Try it:
Each record is to be given again without alteration.

=== Begin Enclosure ===

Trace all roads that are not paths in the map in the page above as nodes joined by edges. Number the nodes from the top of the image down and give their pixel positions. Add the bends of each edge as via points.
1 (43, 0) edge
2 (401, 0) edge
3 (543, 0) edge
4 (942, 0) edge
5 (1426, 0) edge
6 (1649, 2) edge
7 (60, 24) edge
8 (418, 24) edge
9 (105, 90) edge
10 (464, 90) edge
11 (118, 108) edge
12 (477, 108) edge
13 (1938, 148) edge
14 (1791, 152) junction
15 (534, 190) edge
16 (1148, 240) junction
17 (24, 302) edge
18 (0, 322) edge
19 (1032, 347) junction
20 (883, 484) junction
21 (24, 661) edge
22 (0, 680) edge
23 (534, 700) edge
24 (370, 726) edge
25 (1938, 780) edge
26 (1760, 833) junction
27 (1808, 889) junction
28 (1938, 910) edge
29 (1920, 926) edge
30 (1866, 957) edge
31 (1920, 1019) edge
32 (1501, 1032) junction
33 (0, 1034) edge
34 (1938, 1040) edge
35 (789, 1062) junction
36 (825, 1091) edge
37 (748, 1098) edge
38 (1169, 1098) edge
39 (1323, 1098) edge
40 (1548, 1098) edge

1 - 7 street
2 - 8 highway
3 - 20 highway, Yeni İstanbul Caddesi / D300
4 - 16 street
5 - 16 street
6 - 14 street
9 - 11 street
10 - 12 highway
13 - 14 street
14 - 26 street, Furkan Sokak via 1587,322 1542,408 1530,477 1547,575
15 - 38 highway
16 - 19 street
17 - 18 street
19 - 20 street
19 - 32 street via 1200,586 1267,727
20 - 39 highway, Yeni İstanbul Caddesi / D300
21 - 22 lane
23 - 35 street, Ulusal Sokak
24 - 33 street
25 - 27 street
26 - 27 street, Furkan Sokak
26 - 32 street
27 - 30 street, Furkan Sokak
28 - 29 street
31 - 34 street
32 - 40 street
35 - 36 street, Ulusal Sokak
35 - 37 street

=== End Enclosure ===

Answer to this exercise:
Trace all roads that are not paths in the map in the page above as nodes joined by edges. Number the nodes from the top of the image down and give their pixel positions. Add the bends of each edge as via points.
1 (43, 0) edge
2 (401, 0) edge
3 (543, 0) edge
4 (942, 0) edge
5 (1426, 0) edge
6 (1649, 2) edge
7 (60, 24) edge
8 (418, 24) edge
9 (105, 90) edge
10 (464, 90) edge
11 (118, 108) edge
12 (477, 108) edge
13 (1938, 148) edge
14 (1791, 152) junction
15 (534, 190) edge
16 (1148, 240) junction
17 (24, 302) edge
18 (0, 322) edge
19 (1032, 347) junction
20 (883, 484) junction
21 (24, 661) edge
22 (0, 680) edge
23 (534, 700) edge
24 (370, 726) edge
25 (1938, 780) edge
26 (1760, 833) junction
27 (1808, 889) junction
28 (1938, 910) edge
29 (1920, 926) edge
30 (1866, 957) edge
31 (1920, 1019) edge
32 (1501, 1032) junction
33 (0, 1034) edge
34 (1938, 1040) edge
35 (789, 1062) junction
36 (825, 1091) edge
37 (748, 1098) edge
38 (1169, 1098) edge
39 (1323, 1098) edge
40 (1548, 1098) edge

1 - 7 street
2 - 8 highway
3 - 20 highway, Yeni İstanbul Caddesi / D300
4 - 16 street
5 - 16 street
6 - 14 street
9 - 11 street
10 - 12 highway
13 - 14 street
14 - 26 street, Furkan Sokak via 1587,322 1542,408 1530,477 1547,575
15 - 38 highway
16 - 19 street
17 - 18 street
19 - 20 street
19 - 32 street via 1200,586 1267,727
20 - 39 highway, Yeni İstanbul Caddesi / D300
21 - 22 lane
23 - 35 street, Ulusal Sokak
24 - 33 street
25 - 27 street
26 - 27 street, Furkan Sokak
26 - 32 street
27 - 30 street, Furkan Sokak
28 - 29 street
31 - 34 street
32 - 40 street
35 - 36 street, Ulusal Sokak
35 - 37 street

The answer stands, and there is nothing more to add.